Bejel—Yaws

EDITORIAL
BEJEL—YAWS
The more accurate knowledge of syphilis dates from 1530.
Since that date, no single sign or symptom of this disease is more
important, or indeed more essential, to the diagnosis of acquired
syphilis than the initial lesion. World-wide study of syphilis
for 406 years has enabled physicians to make certain dogmatic
statements in regard to it because these centuries have shown
that its symptomatology follows certain rules which, laboriously
worked out, have earned respect as laws.
We know, for example, that the number of cases of human
acquired syphilis which begin without an initial lesion is so small
as to be negligible, indeed this is so exceptional as to make us
wonder if it ever occurs. The ability to think and observe on the
part of the infected gauges the correctness of the history of initial
lesions. With "primitives" this is utterly useless. With the
better class civilized human being it is of greatest value.
Let us take a few examples. Suppose a nervous young man of
22 should consult his physician in some such manner as this:
"Doctor, I am afraid I have syphilis." "What makes you think
so?" "Well, I've never transgressed but once in my life and now
I've an eruption on me." "How long since this transgression?"

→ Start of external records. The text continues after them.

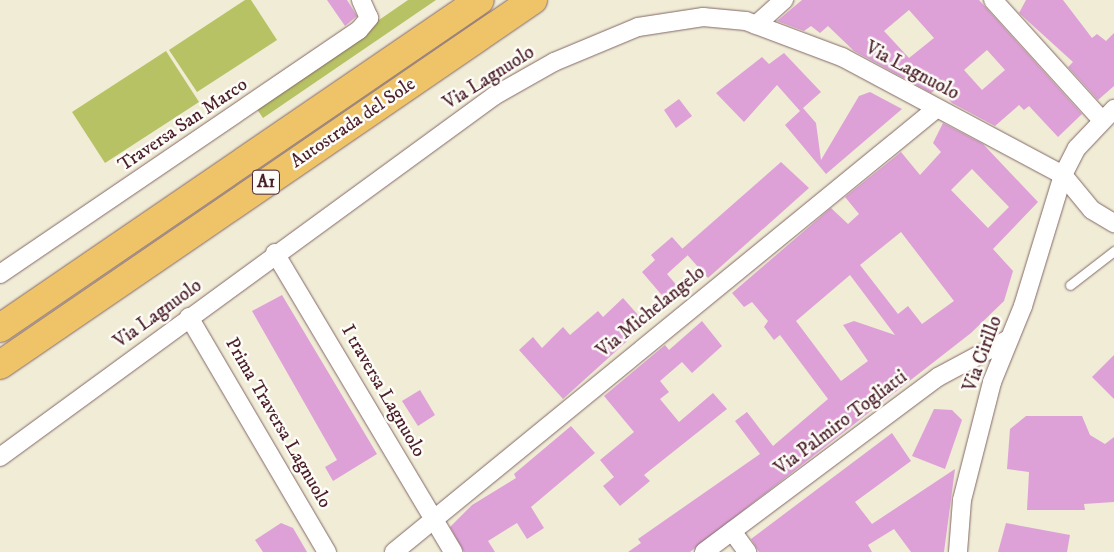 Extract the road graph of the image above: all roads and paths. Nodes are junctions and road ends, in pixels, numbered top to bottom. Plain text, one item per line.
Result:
1 (360, 0) edge
2 (480, 0) edge
3 (534, 0) edge
4 (784, 0) edge
5 (993, 0) edge
6 (756, 25) junction
7 (937, 108) junction
8 (1108, 114) edge
9 (1063, 175) junction
10 (1114, 223) edge
11 (1114, 251) edge
12 (275, 253) junction
13 (0, 274) edge
14 (1070, 285) dead end
15 (189, 317) junction
16 (0, 328) edge
17 (1009, 339) junction
18 (0, 365) edge
19 (0, 457) edge
20 (435, 522) junction
21 (732, 531) junction
22 (327, 552) edge
23 (394, 552) edge
24 (453, 552) edge
25 (704, 552) edge
26 (747, 552) edge
27 (958, 552) edge

1 - 13 street, Traversa San Marco
2 - 16 highway, Autostrada del Sole / A1
3 - 18 highway, Autostrada del Sole / A1
4 - 6 street
5 - 8 street
6 - 7 street, Via Lagnuolo
6 - 12 street, Via Lagnuolo
7 - 9 street, Via Lagnuolo
7 - 20 street, Via Michelangelo
8 - 9 street, Via Cirillo
9 - 10 street
9 - 17 street, Via Cirillo
11 - 14 lane
12 - 15 street, Via Lagnuolo
12 - 20 street, I traversa Lagnuolo
15 - 19 street, Via Lagnuolo
15 - 22 street, Prima Traversa Lagnuolo
17 - 21 street, Via Palmiro Togliatti
17 - 27 street, Via Cirillo
20 - 23 street, Via Michelangelo
20 - 24 street, I traversa Lagnuolo
21 - 25 street, Via Palmiro Togliatti
21 - 26 street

"3 months next Tuesday night at 10.45." "When did you first
notice a genital sore?" "I have not had a genital sore!"
Inspection shows no trace of a genital lesion, and you, the physician, then look at the eruption, confident that whatever it is,
it is not syphilis—erythema multiforme, pityriasis versicolor,
sycosis barbae, psoryasis, acne vulgaris or what have you? But
not syphilis.
Or, a girl of 19 with pretty face and engaging manner is brought
*Bejel: nonvenereal syphilis. E. H. Hudson, Arch. Dermat. & Syph., 33,
994-1011, June, 1936.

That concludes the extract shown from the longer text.